Tanı amaçlı olarak test yapılacak ise antianginal ilaçların, 2-4 günlük bir periyotta doz azaltılarak Β-blokerlerin, biraz daha erken olmak kaydıyla Digoksin gibi ilaçların kesilmesi gerekir. Efor testi yapamayan hastalarda ise alternatif olarak farmakolojik ajanların kullanıldığı nükleer testler veya stres ekokardiyografi tercih edilmektedir.

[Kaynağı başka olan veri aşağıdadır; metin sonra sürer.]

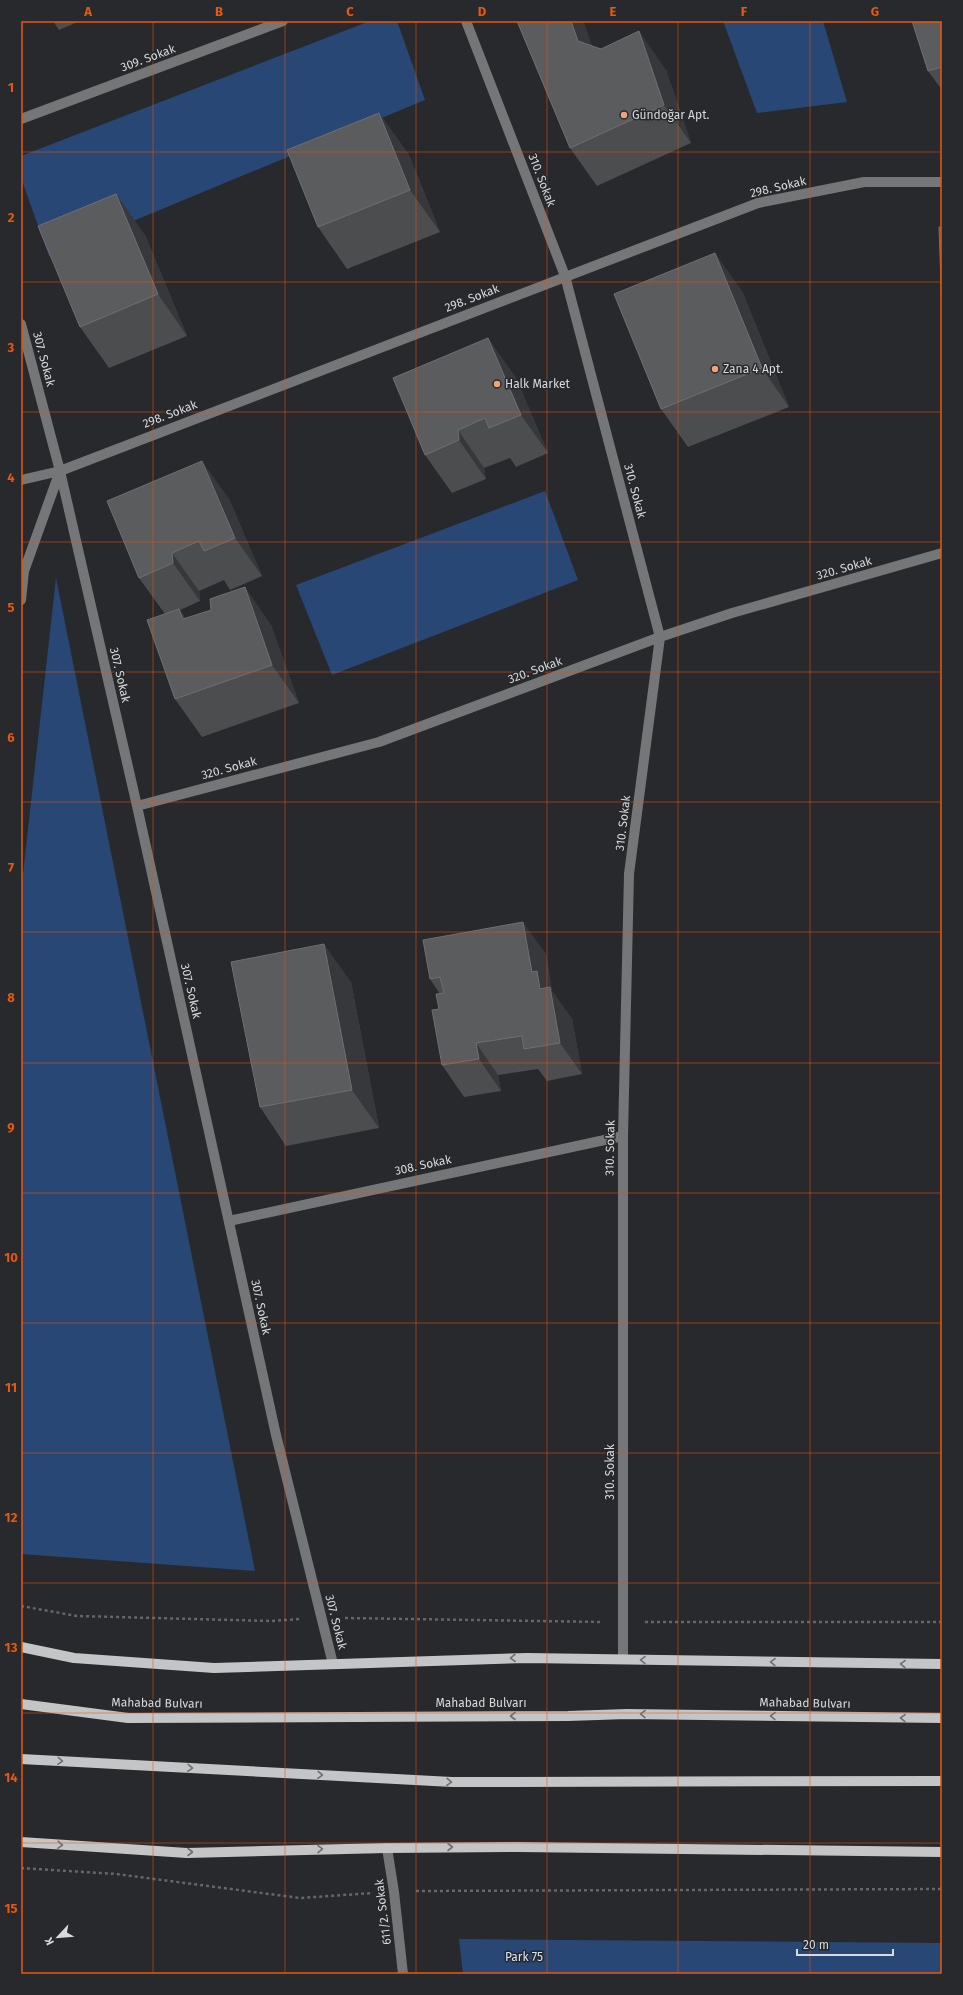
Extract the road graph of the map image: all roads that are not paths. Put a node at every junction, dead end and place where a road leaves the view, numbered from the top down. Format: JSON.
{"nodes":[{"id":1,"x":283,"y":21,"type":"edge"},
{"id":2,"x":466,"y":21,"type":"edge"},
{"id":3,"x":21,"y":119,"type":"edge"},
{"id":4,"x":942,"y":182,"type":"edge"},
{"id":5,"x":565,"y":276,"type":"junction"},
{"id":6,"x":21,"y":324,"type":"edge"},
{"id":7,"x":60,"y":471,"type":"junction"},
{"id":8,"x":21,"y":480,"type":"edge"},
{"id":9,"x":942,"y":554,"type":"edge"},
{"id":10,"x":21,"y":600,"type":"edge"},
{"id":11,"x":660,"y":637,"type":"junction"},
{"id":12,"x":137,"y":806,"type":"junction"},
{"id":13,"x":623,"y":1136,"type":"junction"},
{"id":14,"x":228,"y":1220,"type":"junction"},
{"id":15,"x":21,"y":1647,"type":"edge"},
{"id":16,"x":623,"y":1660,"type":"junction"},
{"id":17,"x":333,"y":1664,"type":"junction"},
{"id":18,"x":942,"y":1664,"type":"edge"},
{"id":19,"x":21,"y":1704,"type":"edge"},
{"id":20,"x":942,"y":1718,"type":"edge"},
{"id":21,"x":21,"y":1759,"type":"edge"},
{"id":22,"x":942,"y":1782,"type":"edge"},
{"id":23,"x":21,"y":1842,"type":"edge"},
{"id":24,"x":387,"y":1848,"type":"junction"},
{"id":25,"x":942,"y":1852,"type":"edge"},
{"id":26,"x":403,"y":1974,"type":"edge"}],
"edges":[{"from":1,"to":3,"type":"street","name":"309. Sokak"},
{"from":2,"to":5,"type":"street","name":"310. Sokak"},
{"from":4,"to":5,"type":"street","name":"298. Sokak"},
{"from":5,"to":7,"type":"street","name":"298. Sokak"},
{"from":5,"to":11,"type":"street","name":"310. Sokak"},
{"from":6,"to":7,"type":"street","name":"307. Sokak"},
{"from":7,"to":8,"type":"street","name":"298. Sokak"},
{"from":7,"to":10,"type":"street"},
{"from":7,"to":12,"type":"street","name":"307. Sokak"},
{"from":9,"to":11,"type":"street","name":"320. Sokak"},
{"from":11,"to":12,"type":"street","name":"320. Sokak"},
{"from":11,"to":13,"type":"street","name":"310. Sokak"},
{"from":12,"to":14,"type":"street","name":"307. Sokak"},
{"from":13,"to":14,"type":"street","name":"308. Sokak"},
{"from":13,"to":16,"type":"street","name":"310. Sokak"},
{"from":14,"to":17,"type":"street","name":"307. Sokak"},
{"from":15,"to":17,"type":"main road"},
{"from":16,"to":17,"type":"main road","one_way":true},
{"from":18,"to":16,"type":"main road","one_way":true},
{"from":20,"to":19,"type":"main road","name":"Mahabad Bulvarı","one_way":true},
{"from":21,"to":22,"type":"main road","one_way":true},
{"from":23,"to":24,"type":"main road","one_way":true},
{"from":24,"to":25,"type":"main road","one_way":true},
{"from":24,"to":26,"type":"street","name":"611/2. Sokak"}]}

Orta ya da şiddetli anjina varlığı, artan nörolojik semptomların varlığı gibi klinik durumlar ile EKG’ de oksijenizasyonun bozulduğu iskemik çökmelerin varlığında test sonlandırılır. Bu durumlar Efor testinin pozitif olduğunun işareti olup koroner görüntüleme ihtiyacı doğurur.
Test nasıl yapılır?
Testten 1-2 saat önce yiyecek, alkol, kafein veya tütün ürünleri alımı kesilmiş ve hastanın istirahat etmiş olması gerekir. Efor testinde hedef; yaşa göre belirlenmiş maksimum kalp hızına (220-yaş) ulaşmaktır. Maksimum kalp hızı %85-100 aralığında kalmış ise test submaksimal, %85’in altında kalmış ise de yetersiz olarak yorumlanır. Bu durumda efor testi duyarlılığı düşmüş olur. En fazla tercih edilen Bruce protokülünde test şu şekilde yapılır. Koşu bandı 3’er dakikalık belli hız ve eğimde ve her bir periyotta eğim ve temponun artttığı genelde 4 evre halinde çalıştırılır yaklaşık 12 dk süren ve efor bitiminde ise 3 bazen 6 dk’ya kadar uzatılabilen toparlanma (recovery) fazıyla tamamlanır. Yaşlı ve fonksiyonel kapasitesi düşük olanlarda ise aynı hızda fakat eğimin daha az olduğu iki ısınma evresinden oluşan modifiye hali kullanılır.